Your answer should be an exact copy of every record.

Segment Start: RECORDS

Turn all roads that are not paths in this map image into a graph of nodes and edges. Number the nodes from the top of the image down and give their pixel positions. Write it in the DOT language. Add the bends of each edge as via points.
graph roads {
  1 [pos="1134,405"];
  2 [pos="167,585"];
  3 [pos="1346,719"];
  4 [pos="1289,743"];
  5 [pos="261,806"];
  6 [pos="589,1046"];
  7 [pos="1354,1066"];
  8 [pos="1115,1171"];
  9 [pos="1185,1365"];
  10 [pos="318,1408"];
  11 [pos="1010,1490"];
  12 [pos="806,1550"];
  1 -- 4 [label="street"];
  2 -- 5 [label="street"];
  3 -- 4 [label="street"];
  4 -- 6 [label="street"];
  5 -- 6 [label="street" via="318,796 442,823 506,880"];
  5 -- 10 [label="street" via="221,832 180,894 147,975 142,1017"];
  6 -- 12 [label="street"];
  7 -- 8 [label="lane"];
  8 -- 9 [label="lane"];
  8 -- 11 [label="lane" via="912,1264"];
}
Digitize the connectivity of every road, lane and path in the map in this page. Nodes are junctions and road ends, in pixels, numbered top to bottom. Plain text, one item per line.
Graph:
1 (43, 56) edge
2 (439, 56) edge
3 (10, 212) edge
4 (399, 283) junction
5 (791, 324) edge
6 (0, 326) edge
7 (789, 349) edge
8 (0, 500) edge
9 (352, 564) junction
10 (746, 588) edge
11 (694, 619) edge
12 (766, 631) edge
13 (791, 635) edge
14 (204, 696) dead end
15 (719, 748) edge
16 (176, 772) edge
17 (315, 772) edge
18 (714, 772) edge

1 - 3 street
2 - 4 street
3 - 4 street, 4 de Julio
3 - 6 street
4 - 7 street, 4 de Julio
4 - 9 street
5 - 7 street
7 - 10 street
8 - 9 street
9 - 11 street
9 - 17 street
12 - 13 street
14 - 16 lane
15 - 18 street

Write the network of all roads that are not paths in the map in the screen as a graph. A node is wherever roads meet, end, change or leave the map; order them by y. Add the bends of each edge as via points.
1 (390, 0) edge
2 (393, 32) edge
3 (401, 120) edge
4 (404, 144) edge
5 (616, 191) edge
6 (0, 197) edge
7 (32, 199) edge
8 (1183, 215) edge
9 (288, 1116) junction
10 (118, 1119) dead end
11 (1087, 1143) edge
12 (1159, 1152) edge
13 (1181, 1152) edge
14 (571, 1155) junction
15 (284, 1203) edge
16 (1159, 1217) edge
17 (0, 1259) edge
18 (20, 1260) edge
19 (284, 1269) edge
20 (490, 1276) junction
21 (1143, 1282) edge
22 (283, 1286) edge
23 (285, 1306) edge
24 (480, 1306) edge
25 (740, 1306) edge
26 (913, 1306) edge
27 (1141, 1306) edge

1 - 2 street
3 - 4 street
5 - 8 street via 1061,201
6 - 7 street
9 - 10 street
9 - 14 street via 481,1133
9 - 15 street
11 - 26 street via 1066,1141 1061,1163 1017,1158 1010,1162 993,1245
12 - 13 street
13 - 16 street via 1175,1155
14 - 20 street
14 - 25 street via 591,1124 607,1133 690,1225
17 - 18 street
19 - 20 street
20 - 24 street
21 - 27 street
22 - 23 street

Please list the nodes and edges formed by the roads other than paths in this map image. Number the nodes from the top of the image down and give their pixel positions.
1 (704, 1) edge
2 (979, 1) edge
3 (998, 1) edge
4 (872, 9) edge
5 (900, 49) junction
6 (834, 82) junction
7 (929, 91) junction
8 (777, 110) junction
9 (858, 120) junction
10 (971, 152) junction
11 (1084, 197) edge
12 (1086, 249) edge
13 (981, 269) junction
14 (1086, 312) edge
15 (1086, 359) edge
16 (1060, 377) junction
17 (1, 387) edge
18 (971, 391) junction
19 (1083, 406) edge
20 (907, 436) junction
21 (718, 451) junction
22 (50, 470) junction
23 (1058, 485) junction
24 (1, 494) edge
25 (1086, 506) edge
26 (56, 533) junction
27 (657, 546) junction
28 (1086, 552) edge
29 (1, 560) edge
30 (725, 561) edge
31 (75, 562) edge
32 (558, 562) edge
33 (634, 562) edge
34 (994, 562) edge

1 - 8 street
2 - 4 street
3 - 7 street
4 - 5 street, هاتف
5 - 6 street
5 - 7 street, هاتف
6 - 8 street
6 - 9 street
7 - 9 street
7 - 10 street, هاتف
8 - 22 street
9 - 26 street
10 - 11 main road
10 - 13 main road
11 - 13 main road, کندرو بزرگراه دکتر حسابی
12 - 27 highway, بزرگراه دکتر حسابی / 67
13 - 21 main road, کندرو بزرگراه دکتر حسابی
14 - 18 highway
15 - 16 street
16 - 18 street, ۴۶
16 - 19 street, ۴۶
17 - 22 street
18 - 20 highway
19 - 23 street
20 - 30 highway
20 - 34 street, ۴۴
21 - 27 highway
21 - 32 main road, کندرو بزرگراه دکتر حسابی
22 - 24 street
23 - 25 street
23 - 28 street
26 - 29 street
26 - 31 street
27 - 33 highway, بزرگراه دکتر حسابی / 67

Segment End: RECORDS

OUTPUT BELOW ->
Turn all roads that are not paths in this map image into a graph of nodes and edges. Number the nodes from the top of the image down and give their pixel positions. Write it in the DOT language. Add the bends of each edge as via points.
graph roads {
  1 [pos="1134,405"];
  2 [pos="167,585"];
  3 [pos="1346,719"];
  4 [pos="1289,743"];
  5 [pos="261,806"];
  6 [pos="589,1046"];
  7 [pos="1354,1066"];
  8 [pos="1115,1171"];
  9 [pos="1185,1365"];
  10 [pos="318,1408"];
  11 [pos="1010,1490"];
  12 [pos="806,1550"];
  1 -- 4 [label="street"];
  2 -- 5 [label="street"];
  3 -- 4 [label="street"];
  4 -- 6 [label="street"];
  5 -- 6 [label="street" via="318,796 442,823 506,880"];
  5 -- 10 [label="street" via="221,832 180,894 147,975 142,1017"];
  6 -- 12 [label="street"];
  7 -- 8 [label="lane"];
  8 -- 9 [label="lane"];
  8 -- 11 [label="lane" via="912,1264"];
}
Digitize the connectivity of every road, lane and path in the map in this page. Nodes are junctions and road ends, in pixels, numbered top to bottom. Plain text, one item per line.
Graph:
1 (43, 56) edge
2 (439, 56) edge
3 (10, 212) edge
4 (399, 283) junction
5 (791, 324) edge
6 (0, 326) edge
7 (789, 349) edge
8 (0, 500) edge
9 (352, 564) junction
10 (746, 588) edge
11 (694, 619) edge
12 (766, 631) edge
13 (791, 635) edge
14 (204, 696) dead end
15 (719, 748) edge
16 (176, 772) edge
17 (315, 772) edge
18 (714, 772) edge

1 - 3 street
2 - 4 street
3 - 4 street, 4 de Julio
3 - 6 street
4 - 7 street, 4 de Julio
4 - 9 street
5 - 7 street
7 - 10 street
8 - 9 street
9 - 11 street
9 - 17 street
12 - 13 street
14 - 16 lane
15 - 18 street

Write the network of all roads that are not paths in the map in the screen as a graph. A node is wherever roads meet, end, change or leave the map; order them by y. Add the bends of each edge as via points.
1 (390, 0) edge
2 (393, 32) edge
3 (401, 120) edge
4 (404, 144) edge
5 (616, 191) edge
6 (0, 197) edge
7 (32, 199) edge
8 (1183, 215) edge
9 (288, 1116) junction
10 (118, 1119) dead end
11 (1087, 1143) edge
12 (1159, 1152) edge
13 (1181, 1152) edge
14 (571, 1155) junction
15 (284, 1203) edge
16 (1159, 1217) edge
17 (0, 1259) edge
18 (20, 1260) edge
19 (284, 1269) edge
20 (490, 1276) junction
21 (1143, 1282) edge
22 (283, 1286) edge
23 (285, 1306) edge
24 (480, 1306) edge
25 (740, 1306) edge
26 (913, 1306) edge
27 (1141, 1306) edge

1 - 2 street
3 - 4 street
5 - 8 street via 1061,201
6 - 7 street
9 - 10 street
9 - 14 street via 481,1133
9 - 15 street
11 - 26 street via 1066,1141 1061,1163 1017,1158 1010,1162 993,1245
12 - 13 street
13 - 16 street via 1175,1155
14 - 20 street
14 - 25 street via 591,1124 607,1133 690,1225
17 - 18 street
19 - 20 street
20 - 24 street
21 - 27 street
22 - 23 street

Please list the nodes and edges formed by the roads other than paths in this map image. Number the nodes from the top of the image down and give their pixel positions.
1 (704, 1) edge
2 (979, 1) edge
3 (998, 1) edge
4 (872, 9) edge
5 (900, 49) junction
6 (834, 82) junction
7 (929, 91) junction
8 (777, 110) junction
9 (858, 120) junction
10 (971, 152) junction
11 (1084, 197) edge
12 (1086, 249) edge
13 (981, 269) junction
14 (1086, 312) edge
15 (1086, 359) edge
16 (1060, 377) junction
17 (1, 387) edge
18 (971, 391) junction
19 (1083, 406) edge
20 (907, 436) junction
21 (718, 451) junction
22 (50, 470) junction
23 (1058, 485) junction
24 (1, 494) edge
25 (1086, 506) edge
26 (56, 533) junction
27 (657, 546) junction
28 (1086, 552) edge
29 (1, 560) edge
30 (725, 561) edge
31 (75, 562) edge
32 (558, 562) edge
33 (634, 562) edge
34 (994, 562) edge

1 - 8 street
2 - 4 street
3 - 7 street
4 - 5 street, هاتف
5 - 6 street
5 - 7 street, هاتف
6 - 8 street
6 - 9 street
7 - 9 street
7 - 10 street, هاتف
8 - 22 street
9 - 26 street
10 - 11 main road
10 - 13 main road
11 - 13 main road, کندرو بزرگراه دکتر حسابی
12 - 27 highway, بزرگراه دکتر حسابی / 67
13 - 21 main road, کندرو بزرگراه دکتر حسابی
14 - 18 highway
15 - 16 street
16 - 18 street, ۴۶
16 - 19 street, ۴۶
17 - 22 street
18 - 20 highway
19 - 23 street
20 - 30 highway
20 - 34 street, ۴۴
21 - 27 highway
21 - 32 main road, کندرو بزرگراه دکتر حسابی
22 - 24 street
23 - 25 street
23 - 28 street
26 - 29 street
26 - 31 street
27 - 33 highway, بزرگراه دکتر حسابی / 67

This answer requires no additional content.